*Material supplied:*
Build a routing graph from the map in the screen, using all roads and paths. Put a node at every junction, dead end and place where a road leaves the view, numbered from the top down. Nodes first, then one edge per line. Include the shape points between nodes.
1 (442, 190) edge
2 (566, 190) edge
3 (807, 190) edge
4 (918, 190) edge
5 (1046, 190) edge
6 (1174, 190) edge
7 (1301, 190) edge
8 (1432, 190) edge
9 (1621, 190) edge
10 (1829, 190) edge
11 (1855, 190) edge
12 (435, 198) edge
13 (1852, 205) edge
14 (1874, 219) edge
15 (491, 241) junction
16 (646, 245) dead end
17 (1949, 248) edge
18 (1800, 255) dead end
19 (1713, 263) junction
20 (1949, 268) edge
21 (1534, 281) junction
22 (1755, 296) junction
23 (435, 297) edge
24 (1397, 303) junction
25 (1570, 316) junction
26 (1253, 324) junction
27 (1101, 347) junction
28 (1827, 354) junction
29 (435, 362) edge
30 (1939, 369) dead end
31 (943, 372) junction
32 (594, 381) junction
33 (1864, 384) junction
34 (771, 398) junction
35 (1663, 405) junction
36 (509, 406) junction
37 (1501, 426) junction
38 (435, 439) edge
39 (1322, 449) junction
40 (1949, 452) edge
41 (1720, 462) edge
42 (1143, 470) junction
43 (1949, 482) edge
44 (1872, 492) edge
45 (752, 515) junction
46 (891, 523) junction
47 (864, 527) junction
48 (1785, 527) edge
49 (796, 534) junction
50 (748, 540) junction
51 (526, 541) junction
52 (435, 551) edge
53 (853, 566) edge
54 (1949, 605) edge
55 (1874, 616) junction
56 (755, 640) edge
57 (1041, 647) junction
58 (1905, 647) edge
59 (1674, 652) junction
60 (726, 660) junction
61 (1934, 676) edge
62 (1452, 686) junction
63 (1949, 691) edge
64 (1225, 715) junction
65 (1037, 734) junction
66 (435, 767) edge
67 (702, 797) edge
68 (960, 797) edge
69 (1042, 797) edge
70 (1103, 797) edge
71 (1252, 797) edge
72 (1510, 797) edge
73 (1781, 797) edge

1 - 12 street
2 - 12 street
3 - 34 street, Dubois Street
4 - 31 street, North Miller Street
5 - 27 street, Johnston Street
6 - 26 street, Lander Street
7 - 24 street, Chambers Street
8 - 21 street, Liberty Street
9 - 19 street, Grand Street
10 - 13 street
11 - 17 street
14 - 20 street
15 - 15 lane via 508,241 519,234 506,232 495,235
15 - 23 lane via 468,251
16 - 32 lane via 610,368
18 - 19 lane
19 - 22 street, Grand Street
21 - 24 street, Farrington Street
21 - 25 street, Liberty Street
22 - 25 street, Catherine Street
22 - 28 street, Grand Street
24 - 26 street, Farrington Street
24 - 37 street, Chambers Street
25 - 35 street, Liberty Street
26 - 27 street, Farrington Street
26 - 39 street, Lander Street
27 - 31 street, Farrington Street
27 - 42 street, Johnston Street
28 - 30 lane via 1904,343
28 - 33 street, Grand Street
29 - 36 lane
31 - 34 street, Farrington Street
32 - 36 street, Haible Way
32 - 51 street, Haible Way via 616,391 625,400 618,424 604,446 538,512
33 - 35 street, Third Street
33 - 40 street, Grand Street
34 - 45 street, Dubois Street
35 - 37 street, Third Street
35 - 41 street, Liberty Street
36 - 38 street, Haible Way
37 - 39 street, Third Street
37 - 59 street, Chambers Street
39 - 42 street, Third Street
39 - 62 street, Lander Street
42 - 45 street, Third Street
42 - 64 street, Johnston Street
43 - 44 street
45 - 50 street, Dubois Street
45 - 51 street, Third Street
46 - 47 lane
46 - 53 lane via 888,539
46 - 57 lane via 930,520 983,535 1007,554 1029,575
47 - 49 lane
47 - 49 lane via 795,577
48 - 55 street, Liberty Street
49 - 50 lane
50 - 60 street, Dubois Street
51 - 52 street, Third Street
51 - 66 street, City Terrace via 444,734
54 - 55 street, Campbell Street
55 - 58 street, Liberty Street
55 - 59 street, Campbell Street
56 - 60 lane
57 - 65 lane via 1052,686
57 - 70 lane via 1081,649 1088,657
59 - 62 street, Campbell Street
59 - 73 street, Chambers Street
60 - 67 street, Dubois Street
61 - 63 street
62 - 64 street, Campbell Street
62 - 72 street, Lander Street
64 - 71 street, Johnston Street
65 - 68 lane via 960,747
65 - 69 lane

*Assignment:* Could you write out every entry above exactly as it appears?

*Task result:*
Build a routing graph from the map in the screen, using all roads and paths. Put a node at every junction, dead end and place where a road leaves the view, numbered from the top down. Nodes first, then one edge per line. Include the shape points between nodes.
1 (442, 190) edge
2 (566, 190) edge
3 (807, 190) edge
4 (918, 190) edge
5 (1046, 190) edge
6 (1174, 190) edge
7 (1301, 190) edge
8 (1432, 190) edge
9 (1621, 190) edge
10 (1829, 190) edge
11 (1855, 190) edge
12 (435, 198) edge
13 (1852, 205) edge
14 (1874, 219) edge
15 (491, 241) junction
16 (646, 245) dead end
17 (1949, 248) edge
18 (1800, 255) dead end
19 (1713, 263) junction
20 (1949, 268) edge
21 (1534, 281) junction
22 (1755, 296) junction
23 (435, 297) edge
24 (1397, 303) junction
25 (1570, 316) junction
26 (1253, 324) junction
27 (1101, 347) junction
28 (1827, 354) junction
29 (435, 362) edge
30 (1939, 369) dead end
31 (943, 372) junction
32 (594, 381) junction
33 (1864, 384) junction
34 (771, 398) junction
35 (1663, 405) junction
36 (509, 406) junction
37 (1501, 426) junction
38 (435, 439) edge
39 (1322, 449) junction
40 (1949, 452) edge
41 (1720, 462) edge
42 (1143, 470) junction
43 (1949, 482) edge
44 (1872, 492) edge
45 (752, 515) junction
46 (891, 523) junction
47 (864, 527) junction
48 (1785, 527) edge
49 (796, 534) junction
50 (748, 540) junction
51 (526, 541) junction
52 (435, 551) edge
53 (853, 566) edge
54 (1949, 605) edge
55 (1874, 616) junction
56 (755, 640) edge
57 (1041, 647) junction
58 (1905, 647) edge
59 (1674, 652) junction
60 (726, 660) junction
61 (1934, 676) edge
62 (1452, 686) junction
63 (1949, 691) edge
64 (1225, 715) junction
65 (1037, 734) junction
66 (435, 767) edge
67 (702, 797) edge
68 (960, 797) edge
69 (1042, 797) edge
70 (1103, 797) edge
71 (1252, 797) edge
72 (1510, 797) edge
73 (1781, 797) edge

1 - 12 street
2 - 12 street
3 - 34 street, Dubois Street
4 - 31 street, North Miller Street
5 - 27 street, Johnston Street
6 - 26 street, Lander Street
7 - 24 street, Chambers Street
8 - 21 street, Liberty Street
9 - 19 street, Grand Street
10 - 13 street
11 - 17 street
14 - 20 street
15 - 15 lane via 508,241 519,234 506,232 495,235
15 - 23 lane via 468,251
16 - 32 lane via 610,368
18 - 19 lane
19 - 22 street, Grand Street
21 - 24 street, Farrington Street
21 - 25 street, Liberty Street
22 - 25 street, Catherine Street
22 - 28 street, Grand Street
24 - 26 street, Farrington Street
24 - 37 street, Chambers Street
25 - 35 street, Liberty Street
26 - 27 street, Farrington Street
26 - 39 street, Lander Street
27 - 31 street, Farrington Street
27 - 42 street, Johnston Street
28 - 30 lane via 1904,343
28 - 33 street, Grand Street
29 - 36 lane
31 - 34 street, Farrington Street
32 - 36 street, Haible Way
32 - 51 street, Haible Way via 616,391 625,400 618,424 604,446 538,512
33 - 35 street, Third Street
33 - 40 street, Grand Street
34 - 45 street, Dubois Street
35 - 37 street, Third Street
35 - 41 street, Liberty Street
36 - 38 street, Haible Way
37 - 39 street, Third Street
37 - 59 street, Chambers Street
39 - 42 street, Third Street
39 - 62 street, Lander Street
42 - 45 street, Third Street
42 - 64 street, Johnston Street
43 - 44 street
45 - 50 street, Dubois Street
45 - 51 street, Third Street
46 - 47 lane
46 - 53 lane via 888,539
46 - 57 lane via 930,520 983,535 1007,554 1029,575
47 - 49 lane
47 - 49 lane via 795,577
48 - 55 street, Liberty Street
49 - 50 lane
50 - 60 street, Dubois Street
51 - 52 street, Third Street
51 - 66 street, City Terrace via 444,734
54 - 55 street, Campbell Street
55 - 58 street, Liberty Street
55 - 59 street, Campbell Street
56 - 60 lane
57 - 65 lane via 1052,686
57 - 70 lane via 1081,649 1088,657
59 - 62 street, Campbell Street
59 - 73 street, Chambers Street
60 - 67 street, Dubois Street
61 - 63 street
62 - 64 street, Campbell Street
62 - 72 street, Lander Street
64 - 71 street, Johnston Street
65 - 68 lane via 960,747
65 - 69 lane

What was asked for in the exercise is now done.